It was during this period of feverish alkaloid discovery that German chemist H. Göbel isolated harmaline from the seeds of the Syrian rue, Peganum harmala. Six years later, his colleague J. Fritsch isolated harmine from the seeds in 1847. More than fifty years later, a third alkaloid, harmalol, was also isolated from Syrian rue seeds by Fisher in 1901. Harmine, like the other ß-carbolines named after the species epithet of Peganum harmala, would later turn out to be identical to the major ß-carboline found in Banisteriopsis caapi; the definitive establishment of the equivalence of the ayahuasca ß-carboline to harmine from Syrian rue, however, would not take place until the 1920s, after harmine had been independently isolated by several investigators and given a variety of names. The final nineteenth-century event of significance in the scientific history of ayahuasca took place in 1895, with the first investigations of the effects of harmine on the central nervous system in lab animals by Tappeiner; his preliminary results were followed up more systematically by Gunn in 1909, who reported that the major effects were motor stimulation of the central nervous system with tremors and convulsions, followed or accompanied by paresis and slowed pulse (Gunn 1935).
Ayahuasca in the Early 20th Century (1900–1950)
The early decades of the twentieth century witnessed the publication of Spruce’s detailed accounts of his Amazonian explorations and his observations of the use of the narcotic beverage among several tribes that he contacted. Although brief reports had been published earlier by Spruce and others, it was Spruce’s account of his travels in a volume edited by the famed naturalist and co-discoverer of evolution A. R. Wallace in 1908 that may have rescued the knowledge of ayahuasca from the depths of academic obscurity and brought it to the attention of educated lay people.

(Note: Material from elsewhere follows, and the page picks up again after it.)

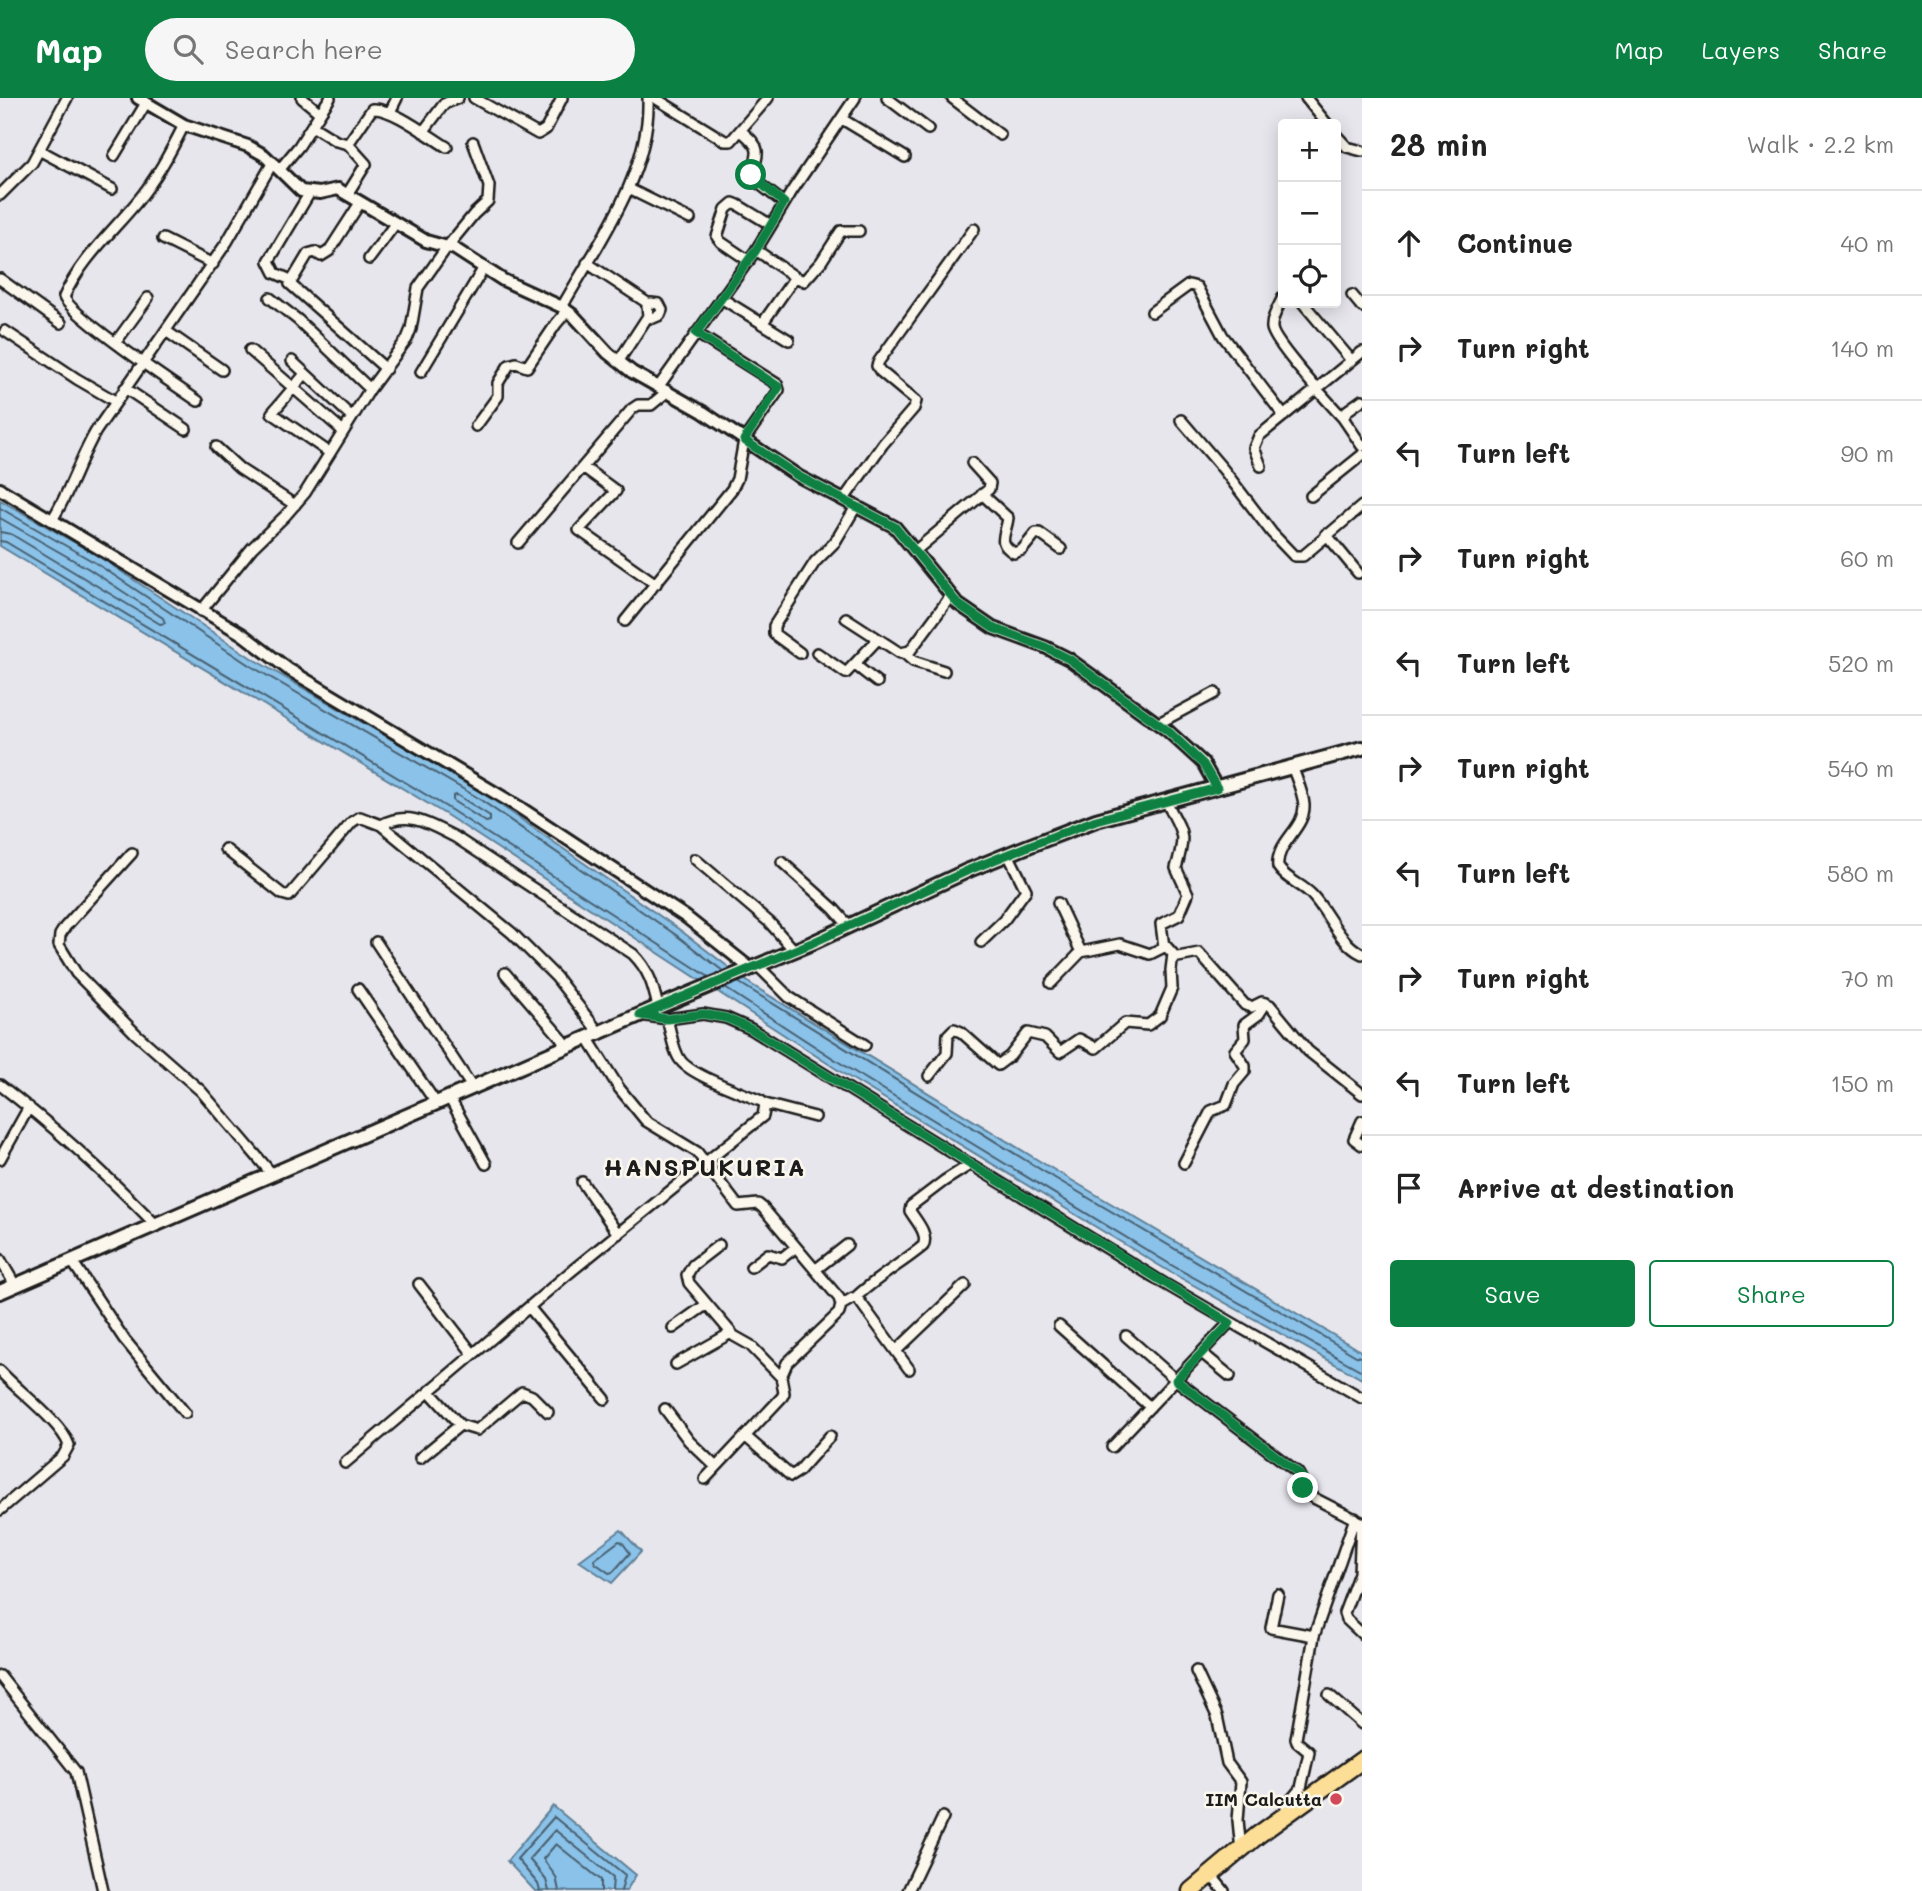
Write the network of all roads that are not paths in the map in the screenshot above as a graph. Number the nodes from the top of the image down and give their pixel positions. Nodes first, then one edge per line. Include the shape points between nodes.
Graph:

During this early twentieth-century period, progress in the understanding of ayahuasca took place mainly on two fronts: taxonomic, and chemical. With some notable exceptions, pharmacological investigations of the properties of ayahuasca were relatively quiescent during this period.
The botanical history of ayahuasca during this period is an amusing combination of excellent taxonomic detective work by some, and egregious errors compounded upon errors by others. Safford, in 1917, asserted his belief that ayahuasca and the beverage known as caapi were identical and derived from the same plant. The French anthropologist Reinberg (1921) compounded the confusion by his assertion that ayahuasca was referable to Banisteriopsis caapi, but that yagé was prepared from an Apocyanaceous genus, Haemadictyon amazonicum, now correctly classified as Prestonia amazonica. This error, which apparently originated from an uncritical reading of Spruce’s original field notes, was to persist and propagate through the literature on ayahuasca for the next forty years. It was finally put to rest when Schultes and Raffauf published a paper specifically refuting this misidentification (Schultes and Raffauf 1960), however, it still crops up occasionally in technical literature.
Among the investigators who helped to clarify, rather than cloud, the taxonomic understanding of ayahuasca botany must be mentioned the works of Rusby and White in Bolivia in 1922 (White 1922) and the publication by Morton in 1930 of the field notes made by the botanist Klug in the Colombian Putumayo. From Klug’s collections, Morton described a new species of Banisteriopsis, B. inebriens, used as a hallucinogen, but he also asserted that at least three species, B. caapi, B. inebriens,and B. quitensis, were used similarly and that two other species, Banisteria longialata and Banisteriopsis rusbyana, may have been used as admixtures to the preparation. Curiously, it was two chemists, Chen and Chen (1939), who did the most to clarify the early taxonomic confusion about the identity of the ayahuasca source plants. These investigators, working on the isolation of the active principles of yagé and ayahuasca, supported their investigations with authentic botanical voucher specimens (a rare practice at that time) and, after a review of the literature, concluded that caapi, yagé, and ayahuasca were all different names for the same beverage, and that their source plant was identical: Banisteriopsis caapi. Subsequent work by Schultes and others in the 1950s would establish that, in fact, Malpighiaceous species other than B. caapi were implicated in the preparation of the beverage, but considering the reigning confusion of the time, Chen and Chen’s contribution was a rare light in the forest of prevailing darkness. From subsequent fieldwork, it is now quite clear that the two main botanical sources of the beverage variously known as caapi, ayahuasca, yagé, natéma, and pinde are the barks of B. caapi and B. inebriens.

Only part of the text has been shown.